INSTRUCTIONS FOR THE TASK. The answer must be every line below that holds the word "this".

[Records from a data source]

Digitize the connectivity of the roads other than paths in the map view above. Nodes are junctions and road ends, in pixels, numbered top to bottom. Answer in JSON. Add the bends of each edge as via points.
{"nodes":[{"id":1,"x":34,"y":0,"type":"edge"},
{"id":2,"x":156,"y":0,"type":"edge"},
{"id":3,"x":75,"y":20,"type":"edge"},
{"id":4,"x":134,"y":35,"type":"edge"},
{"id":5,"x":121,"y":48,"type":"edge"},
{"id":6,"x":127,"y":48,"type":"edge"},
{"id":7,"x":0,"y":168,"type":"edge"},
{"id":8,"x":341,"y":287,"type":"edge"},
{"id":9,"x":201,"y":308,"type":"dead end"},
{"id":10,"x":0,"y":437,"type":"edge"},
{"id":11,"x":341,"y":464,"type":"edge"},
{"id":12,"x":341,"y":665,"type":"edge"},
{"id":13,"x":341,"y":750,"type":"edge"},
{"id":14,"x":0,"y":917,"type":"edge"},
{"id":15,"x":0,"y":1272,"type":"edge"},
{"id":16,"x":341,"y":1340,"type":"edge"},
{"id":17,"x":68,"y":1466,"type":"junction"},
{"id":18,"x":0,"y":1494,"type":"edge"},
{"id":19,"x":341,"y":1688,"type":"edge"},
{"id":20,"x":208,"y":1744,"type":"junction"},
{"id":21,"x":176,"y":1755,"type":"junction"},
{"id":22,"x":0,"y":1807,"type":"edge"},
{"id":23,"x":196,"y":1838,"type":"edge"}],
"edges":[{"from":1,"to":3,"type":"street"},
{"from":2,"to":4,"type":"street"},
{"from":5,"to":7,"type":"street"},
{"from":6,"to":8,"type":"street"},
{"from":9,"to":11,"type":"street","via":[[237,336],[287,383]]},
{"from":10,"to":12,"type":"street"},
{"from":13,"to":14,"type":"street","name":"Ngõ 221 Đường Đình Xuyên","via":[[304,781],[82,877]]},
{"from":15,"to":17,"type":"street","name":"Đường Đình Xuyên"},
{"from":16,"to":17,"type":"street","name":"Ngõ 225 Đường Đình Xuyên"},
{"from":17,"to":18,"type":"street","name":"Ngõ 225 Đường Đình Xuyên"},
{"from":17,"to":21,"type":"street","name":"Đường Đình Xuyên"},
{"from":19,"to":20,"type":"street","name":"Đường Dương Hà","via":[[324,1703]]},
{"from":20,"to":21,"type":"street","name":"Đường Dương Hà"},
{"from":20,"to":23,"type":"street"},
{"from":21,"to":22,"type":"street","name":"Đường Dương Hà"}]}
--
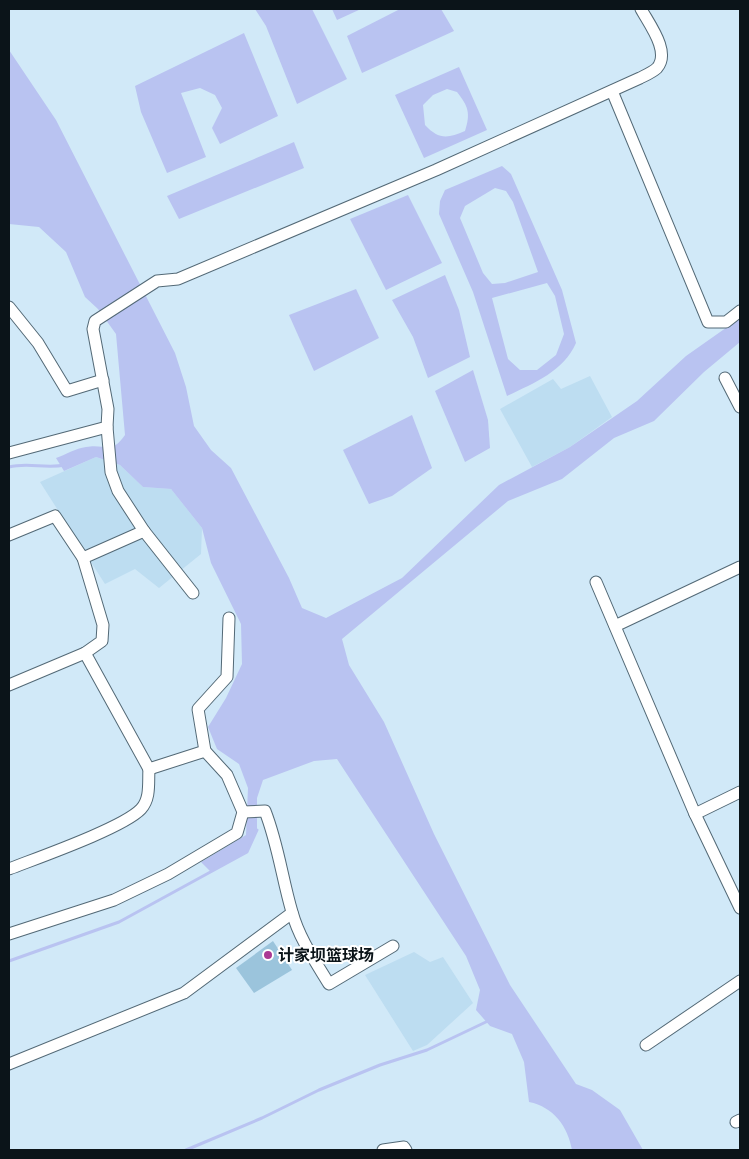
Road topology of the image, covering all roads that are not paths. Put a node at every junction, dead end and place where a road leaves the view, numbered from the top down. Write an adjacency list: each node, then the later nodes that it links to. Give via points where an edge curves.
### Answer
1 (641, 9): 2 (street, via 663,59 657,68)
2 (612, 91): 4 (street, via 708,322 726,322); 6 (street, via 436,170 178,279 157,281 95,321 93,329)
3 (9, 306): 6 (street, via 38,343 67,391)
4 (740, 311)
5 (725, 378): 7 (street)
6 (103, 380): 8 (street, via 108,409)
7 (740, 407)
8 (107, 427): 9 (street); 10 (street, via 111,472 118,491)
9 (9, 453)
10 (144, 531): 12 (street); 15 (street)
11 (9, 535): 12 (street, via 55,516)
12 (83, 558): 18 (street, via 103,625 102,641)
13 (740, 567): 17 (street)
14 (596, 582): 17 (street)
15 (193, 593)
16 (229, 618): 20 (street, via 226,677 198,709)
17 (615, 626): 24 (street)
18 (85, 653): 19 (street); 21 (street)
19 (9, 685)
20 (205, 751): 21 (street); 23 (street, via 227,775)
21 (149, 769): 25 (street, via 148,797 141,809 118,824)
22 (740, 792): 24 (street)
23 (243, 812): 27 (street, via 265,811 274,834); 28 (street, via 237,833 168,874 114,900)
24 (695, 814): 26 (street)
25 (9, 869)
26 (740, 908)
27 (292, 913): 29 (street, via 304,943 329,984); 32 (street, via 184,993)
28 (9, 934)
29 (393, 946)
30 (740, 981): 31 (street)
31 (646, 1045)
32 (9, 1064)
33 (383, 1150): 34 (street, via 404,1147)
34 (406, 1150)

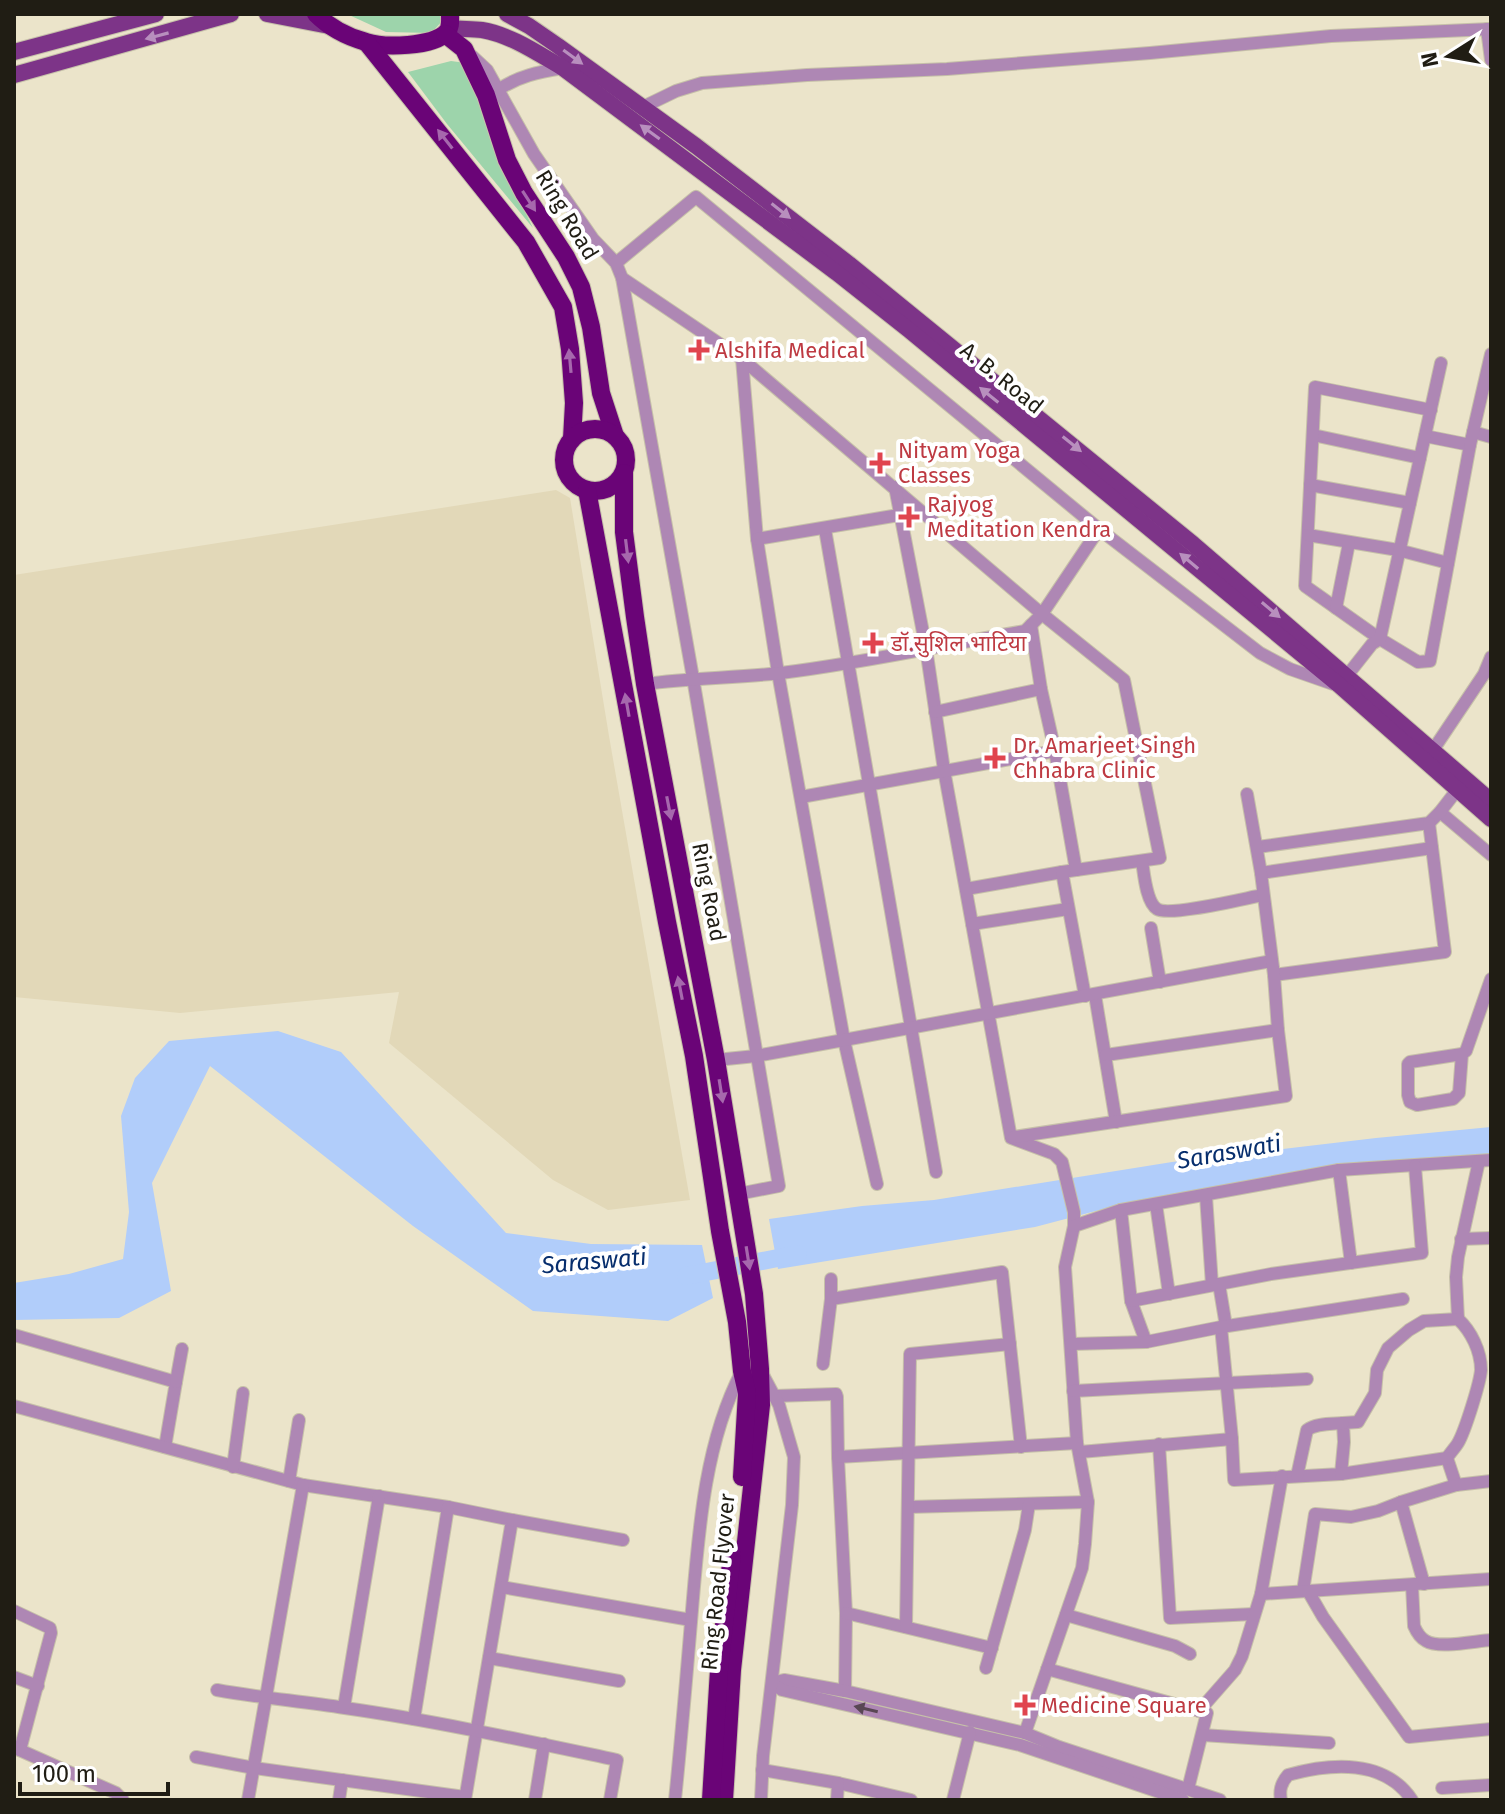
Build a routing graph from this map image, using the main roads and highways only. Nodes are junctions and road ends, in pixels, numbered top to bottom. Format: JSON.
* * *
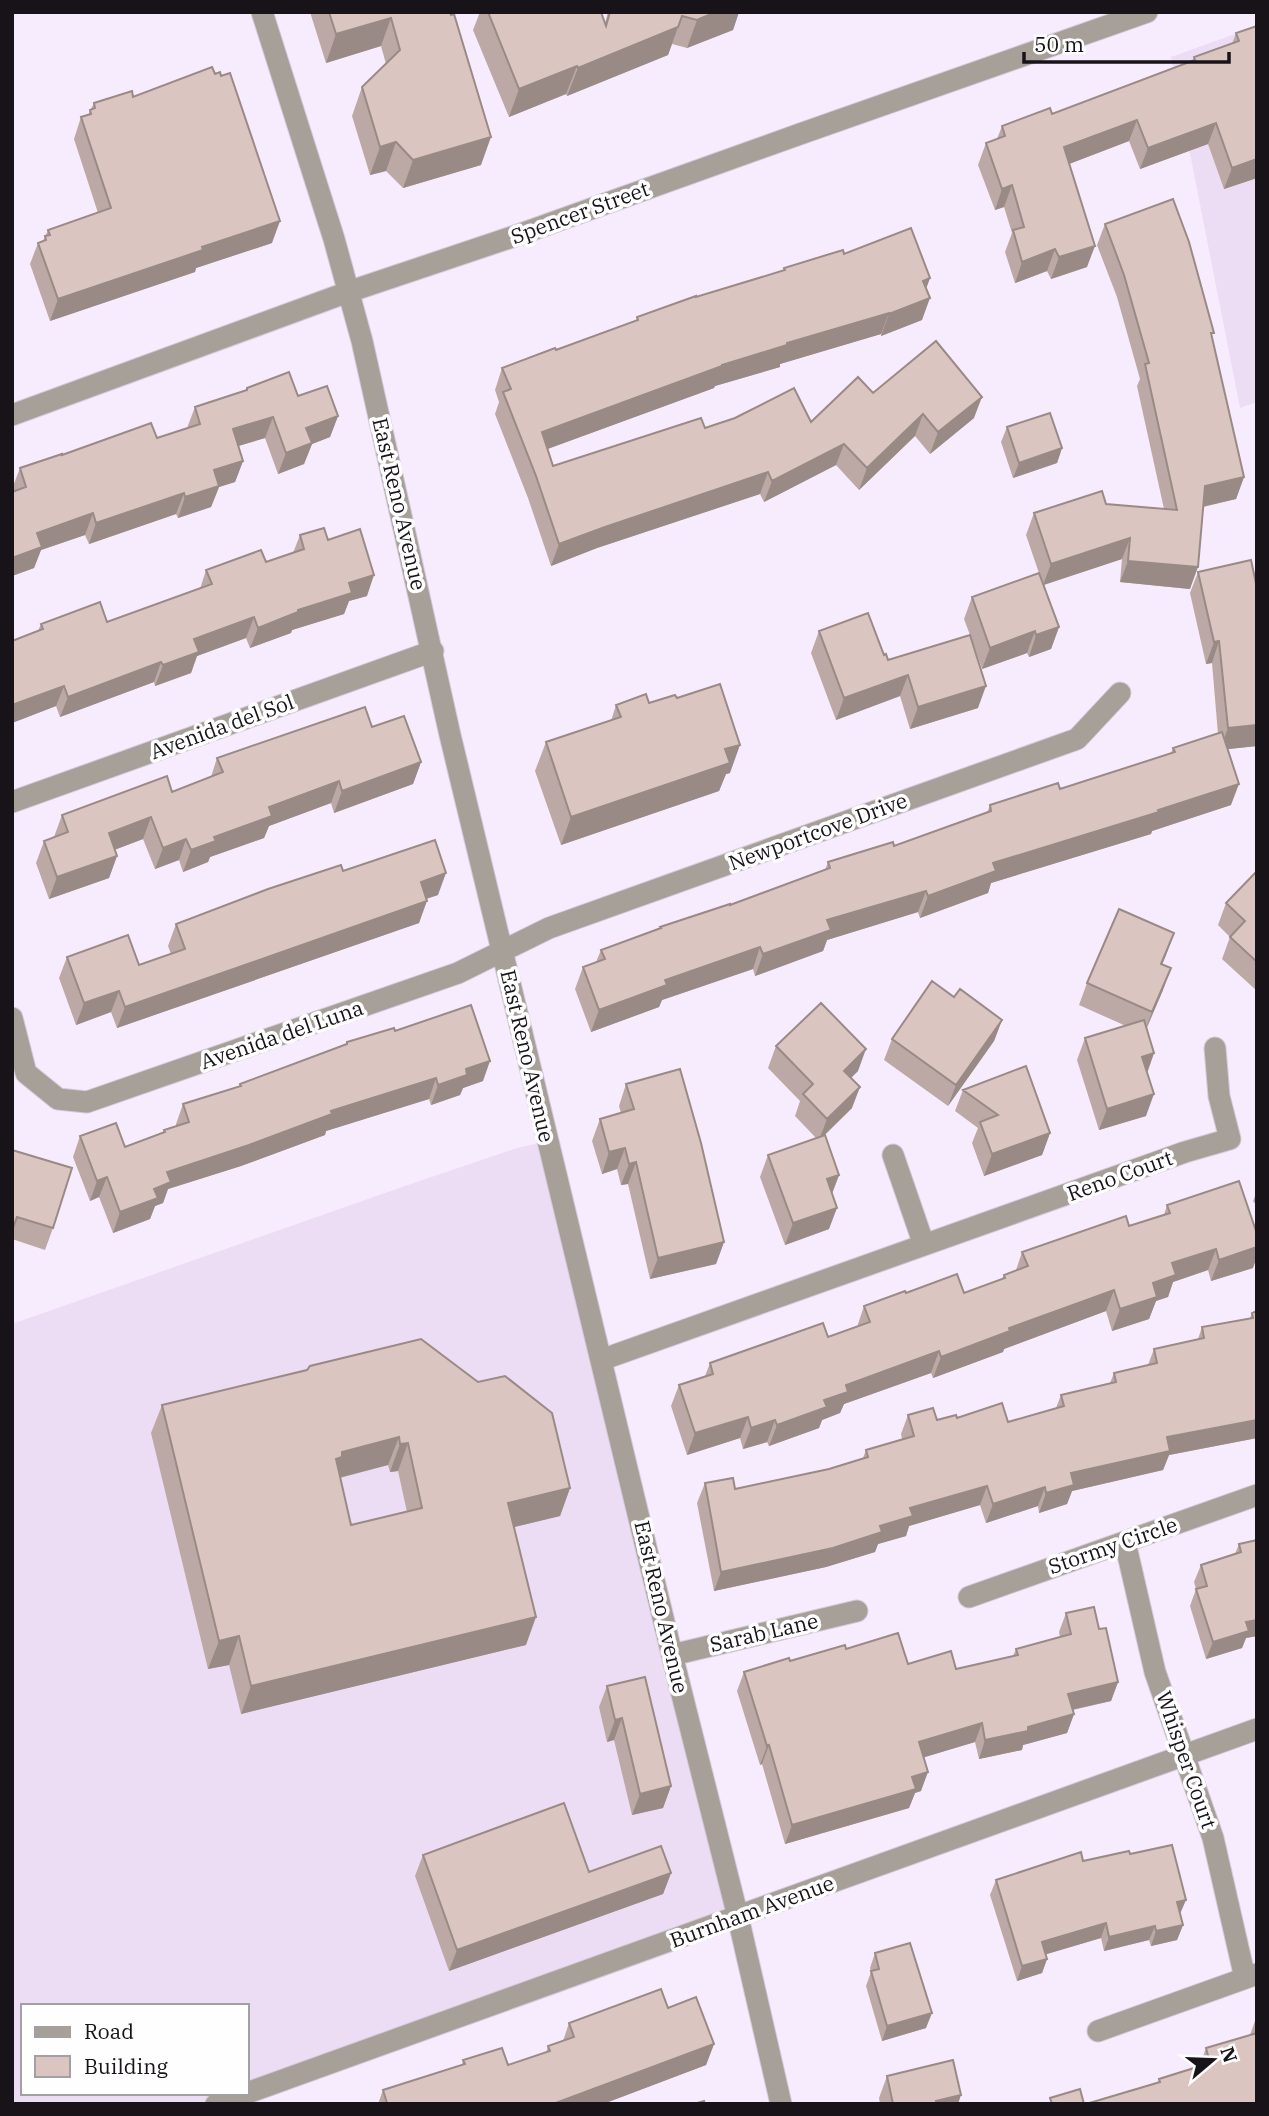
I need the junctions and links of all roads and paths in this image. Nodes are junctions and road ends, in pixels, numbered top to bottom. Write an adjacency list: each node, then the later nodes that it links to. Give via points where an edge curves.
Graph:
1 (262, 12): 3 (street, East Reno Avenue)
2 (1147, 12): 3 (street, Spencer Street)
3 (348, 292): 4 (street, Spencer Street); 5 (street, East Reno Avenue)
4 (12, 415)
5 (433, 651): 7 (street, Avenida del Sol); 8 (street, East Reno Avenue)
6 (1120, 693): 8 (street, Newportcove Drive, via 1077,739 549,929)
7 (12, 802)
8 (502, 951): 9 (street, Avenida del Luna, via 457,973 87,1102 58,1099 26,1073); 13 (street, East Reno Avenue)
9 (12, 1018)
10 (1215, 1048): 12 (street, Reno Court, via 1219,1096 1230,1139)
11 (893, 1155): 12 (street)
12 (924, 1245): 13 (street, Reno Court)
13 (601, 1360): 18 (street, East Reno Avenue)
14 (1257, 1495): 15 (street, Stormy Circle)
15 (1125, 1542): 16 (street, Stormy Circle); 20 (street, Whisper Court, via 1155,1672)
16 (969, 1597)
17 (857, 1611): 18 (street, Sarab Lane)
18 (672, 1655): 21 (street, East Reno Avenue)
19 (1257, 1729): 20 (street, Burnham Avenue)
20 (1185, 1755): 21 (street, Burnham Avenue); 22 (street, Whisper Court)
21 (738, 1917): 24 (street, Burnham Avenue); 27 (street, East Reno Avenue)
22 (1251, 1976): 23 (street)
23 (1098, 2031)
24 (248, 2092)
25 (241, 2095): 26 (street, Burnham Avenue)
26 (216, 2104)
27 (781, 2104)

ANSWER TO THE PROBLEM.
Build a routing graph from this map image, using the main roads and highways only. Nodes are junctions and road ends, in pixels, numbered top to bottom. Format: JSON.
I need the junctions and links of all roads and paths in this image. Nodes are junctions and road ends, in pixels, numbered top to bottom. Write an adjacency list: each node, then the later nodes that it links to. Give via points where an edge curves.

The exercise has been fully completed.